Among the various neurotrophic factors, glial cell line-derived neurotrophic factor is receiving the most attention for Parkinson disease therapy; its administration by gene therapy would be an ideal method of delivery. Glial cell line-derived neurotrophic factor mRNA is mainly expressed in neurons of the cortex, hippocampus, striatum, substantia nigra, thalamus, cerebellum, and spinal cord. Its synthesis is not restricted to dopaminergic areas. The widespread expression of glial cell line-derived neurotrophic factor throughout the adult brain suggests that its administration in Parkinson disease should be restricted to the altered structures in order to avoid possible deleterious side effects.

The strategies for the application of gene therapy techniques to Parkinson disease treatment have expanded beyond the classical dopamine replacement toward the use of neurotrophic factors in enhancing cell function or preventing cell death.

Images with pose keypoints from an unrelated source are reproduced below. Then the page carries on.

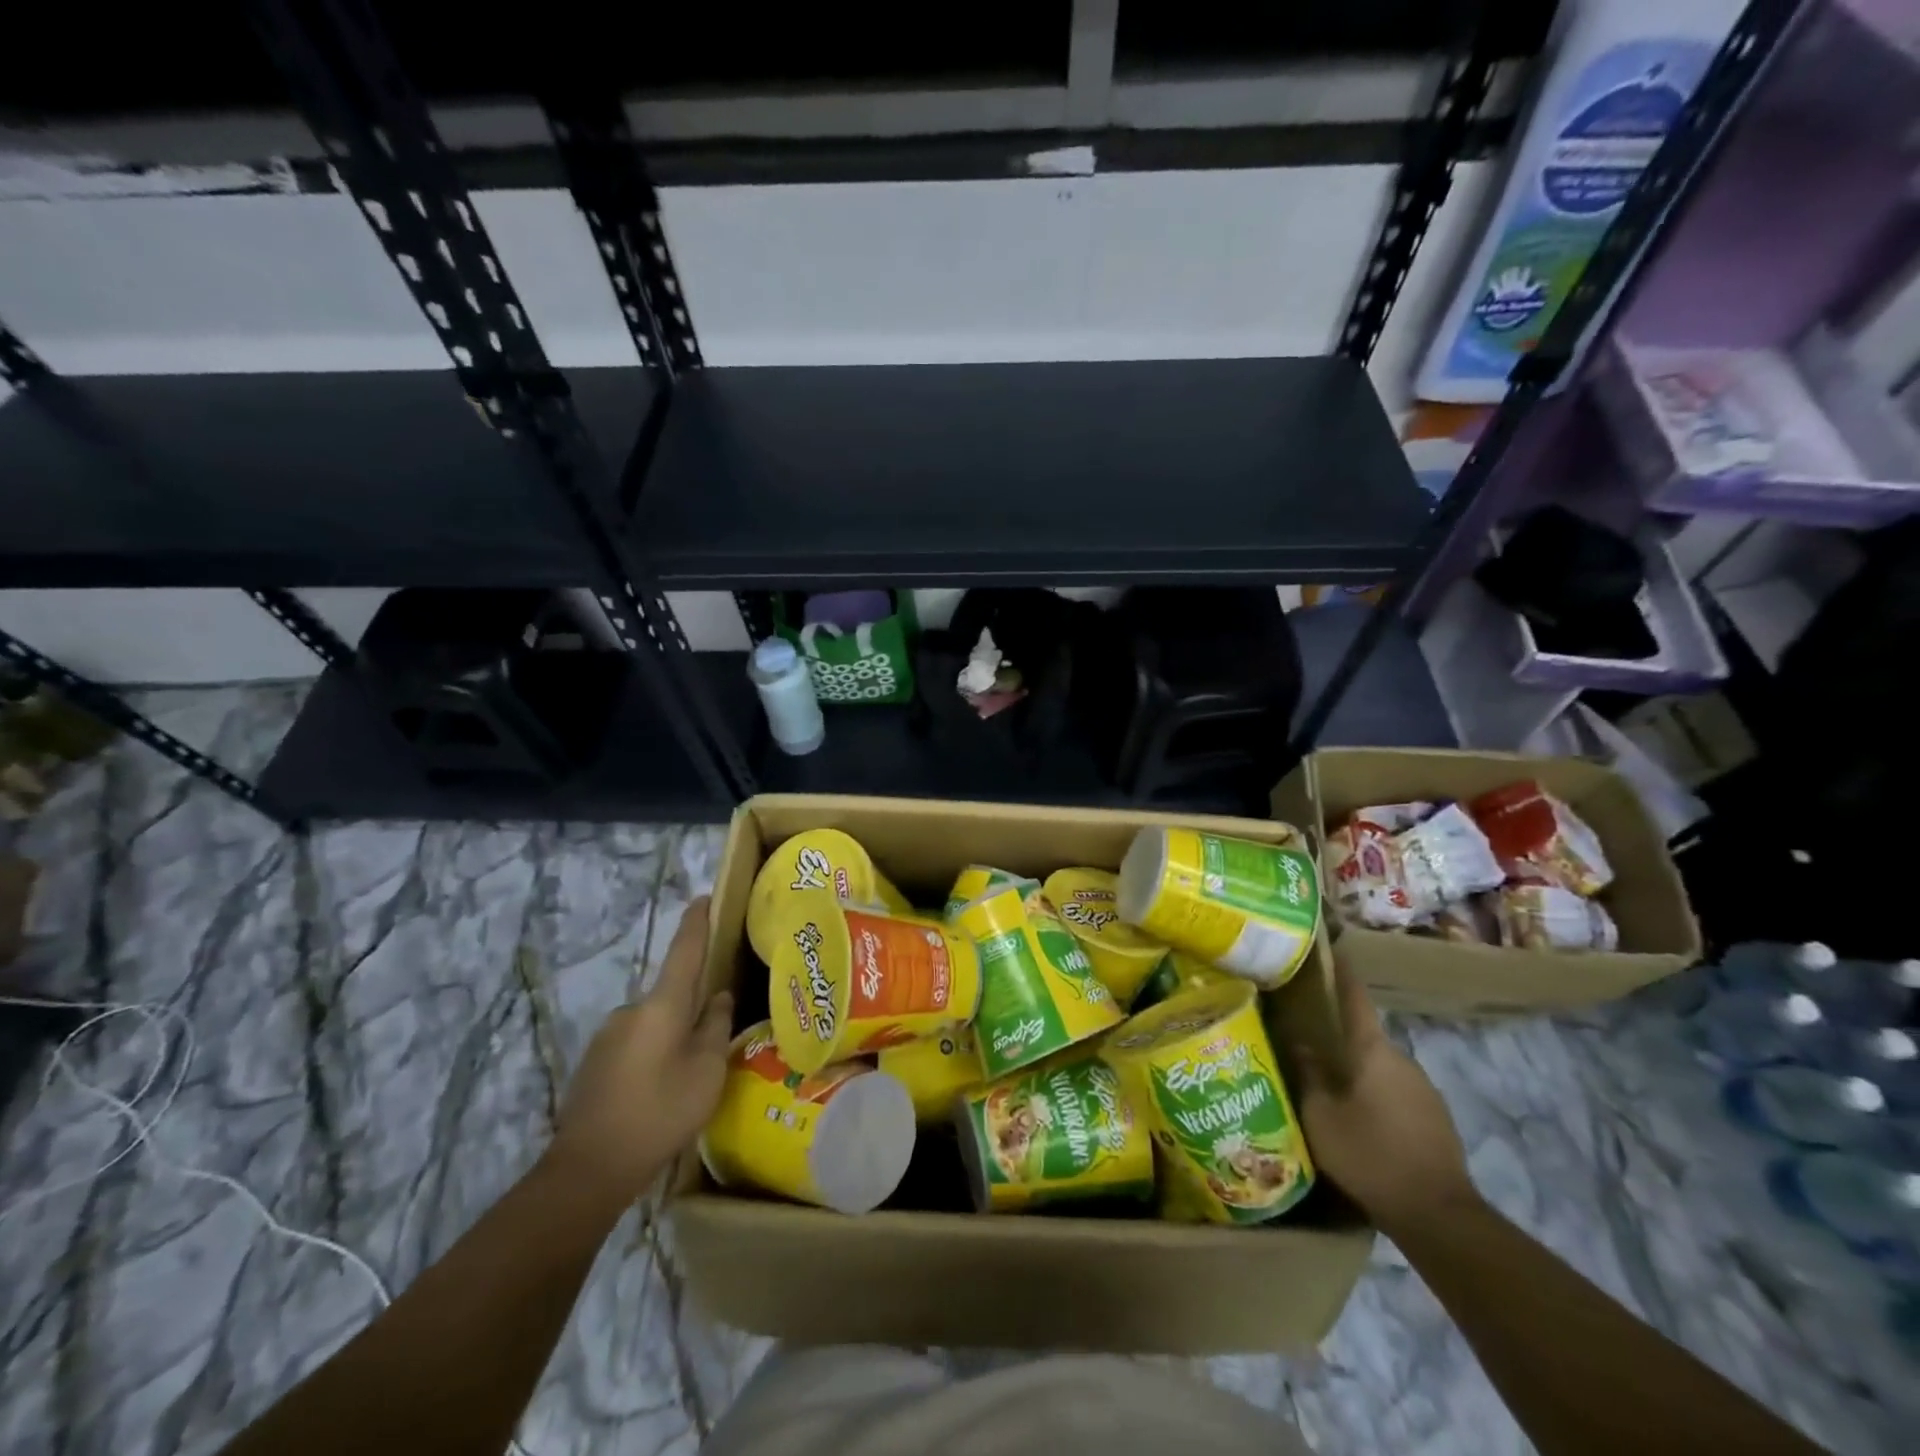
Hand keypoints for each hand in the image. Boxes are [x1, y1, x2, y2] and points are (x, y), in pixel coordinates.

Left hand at [544, 898, 732, 1210]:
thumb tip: (717, 998)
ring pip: (653, 1023)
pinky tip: (661, 1090)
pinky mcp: (595, 1064)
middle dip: (692, 1005)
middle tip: (715, 1032)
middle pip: (671, 994)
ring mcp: (607, 1037)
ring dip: (672, 1035)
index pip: (684, 950)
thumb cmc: (659, 1112)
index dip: (696, 923)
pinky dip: (653, 1055)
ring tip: (690, 1072)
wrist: (589, 1168)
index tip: (703, 898)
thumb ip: (715, 1027)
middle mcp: (631, 1010)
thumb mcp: (706, 1071)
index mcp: (661, 1005)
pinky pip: (635, 1045)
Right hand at [1289, 962, 1476, 1234]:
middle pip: (1364, 1034)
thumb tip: (1298, 1041)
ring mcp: (1424, 1089)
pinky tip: (1358, 1119)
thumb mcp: (1319, 1115)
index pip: (1354, 996)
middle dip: (1336, 1034)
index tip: (1327, 949)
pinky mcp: (1435, 1117)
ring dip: (1356, 1070)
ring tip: (1327, 1084)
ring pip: (1379, 1066)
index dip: (1340, 972)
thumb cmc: (1369, 1154)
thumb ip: (1307, 1074)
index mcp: (1372, 1049)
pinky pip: (1395, 1092)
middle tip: (1303, 1037)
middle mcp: (1402, 1058)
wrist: (1438, 1214)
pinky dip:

Rationale of gene therapy for Alzheimer disease. Potential gene therapy approaches to Alzheimer disease are based on neurotrophic factors and not neurotransmitters. The optimal method of gene therapy would be ex vivo involving implantation of genetically engineered cells secreting nerve growth factor. Naturally occurring age-related memory loss in rats can be reversed by grafting cells engineered to secrete nerve growth factor directly into the nucleus basalis magnocellularis. Grafting of nerve growth factor-producing fibroblasts has been shown to reduce behavioral deficits associated with lesions of the nucleus basalis magnocellularis in rats. Intraventricular transplants of polymer encapsulated fibroblasts secreting human nerve growth factor have been shown to provide trophic support to basal forebrain neurons in cynomolgus monkeys with unilateral transection of fornix.

Rationale for gene therapy of Huntington disease. It has been reported that intrastriatal implantation of genetically engineered nerve growth factor-producing fibroblasts has a protective effect against excitotoxic insults.

Rationale for gene therapy of amyotrophic lateral sclerosis. In cases associated with mutations in superoxide dismutase gene, the rational approach would be replacement of the defective gene by transfer of a wild-type superoxide dismutase gene. The patients with such genetic defects constitute only 5% of the cases, and no gene therapy has yet been developed. The strategies for gene therapy are based on the beneficial effects of neurotrophic factors in amyotrophic lateral sclerosis, and gene therapy by implantation of genetically engineered cells secreting neurotrophic factors is the best strategy at present.